A new study by Nomura and its cryptocurrency arm, Laser Digital, indicates a growing acceptance of digital assets among institutional investors, driven by improving sentiment and an expanding range of use cases. The survey, which gathered responses from over 500 investment professionals in Japan, found that 31% of respondents now have a positive outlook on cryptocurrency over the next year, up from 25% in 2024, while negative sentiment has decreased, suggesting a gradual shift in perception as the asset class matures. The key theme emerging from the study is the role of diversification, with 65% of respondents viewing cryptocurrency as a vital component for portfolio diversification, and 79% of those considering investment planning to do so within the next three years. Most institutions anticipate modest allocations, typically between 2% and 5%, indicating they are still in the early stages of adoption. This shift is supported by a changing regulatory landscape, with policymakers in Japan refining cryptocurrency frameworks over the past year, including discussions on classification, taxation, and investor protection.
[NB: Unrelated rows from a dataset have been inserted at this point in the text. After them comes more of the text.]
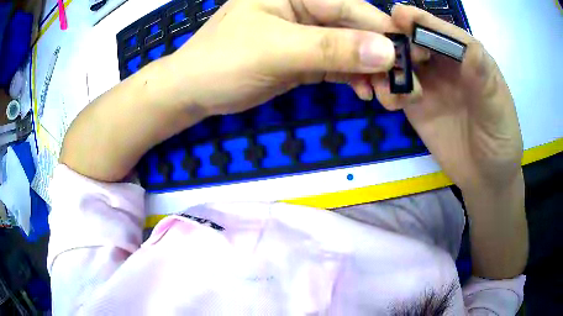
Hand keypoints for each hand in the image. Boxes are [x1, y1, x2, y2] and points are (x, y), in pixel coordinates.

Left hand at [165, 0, 398, 115]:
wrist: (195, 91)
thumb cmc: (222, 62)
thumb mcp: (275, 50)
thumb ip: (330, 48)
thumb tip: (386, 52)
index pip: (351, 8)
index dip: (384, 33)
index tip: (411, 61)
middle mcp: (306, 7)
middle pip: (357, 28)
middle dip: (383, 58)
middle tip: (404, 88)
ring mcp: (307, 32)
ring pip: (353, 48)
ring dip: (374, 72)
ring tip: (389, 97)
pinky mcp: (306, 55)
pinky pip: (341, 63)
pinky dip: (357, 78)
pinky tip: (367, 92)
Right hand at [375, 5, 523, 192]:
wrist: (485, 178)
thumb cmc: (500, 143)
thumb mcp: (499, 115)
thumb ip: (486, 83)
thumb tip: (471, 48)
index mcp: (467, 56)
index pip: (441, 31)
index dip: (421, 22)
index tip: (398, 16)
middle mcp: (444, 63)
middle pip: (413, 39)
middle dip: (394, 40)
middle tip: (383, 55)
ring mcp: (427, 82)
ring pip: (398, 60)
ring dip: (384, 65)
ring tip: (382, 85)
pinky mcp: (415, 104)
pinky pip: (394, 88)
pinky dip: (385, 89)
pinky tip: (387, 102)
Globally, clearer regulations in major markets, alongside the approval and expansion of cryptocurrency investment products such as exchange-traded funds (ETFs) and tokenized assets, have reduced some of the uncertainty that previously deterred institutions. As a result, interest is expanding beyond simple price exposure, with over 60% of respondents expressing interest in staking, lending, derivatives, and tokenized assets, reflecting a growing demand for yield-generating strategies and more sophisticated portfolio construction. Stablecoins are also gaining traction, with 63% of respondents identifying potential use cases ranging from treasury management to cross-border payments and investment in tokenized securities. However, barriers to adoption remain, including concerns over volatility, counterparty risk, and the lack of established valuation frameworks. Regulatory uncertainty, although improving, has not been completely eliminated. Nevertheless, the survey indicates a shift in the conversation, with institutions increasingly focused on how to invest in cryptocurrency rather than whether to do so, suggesting that digital assets are moving closer to becoming a standard component of institutional portfolios.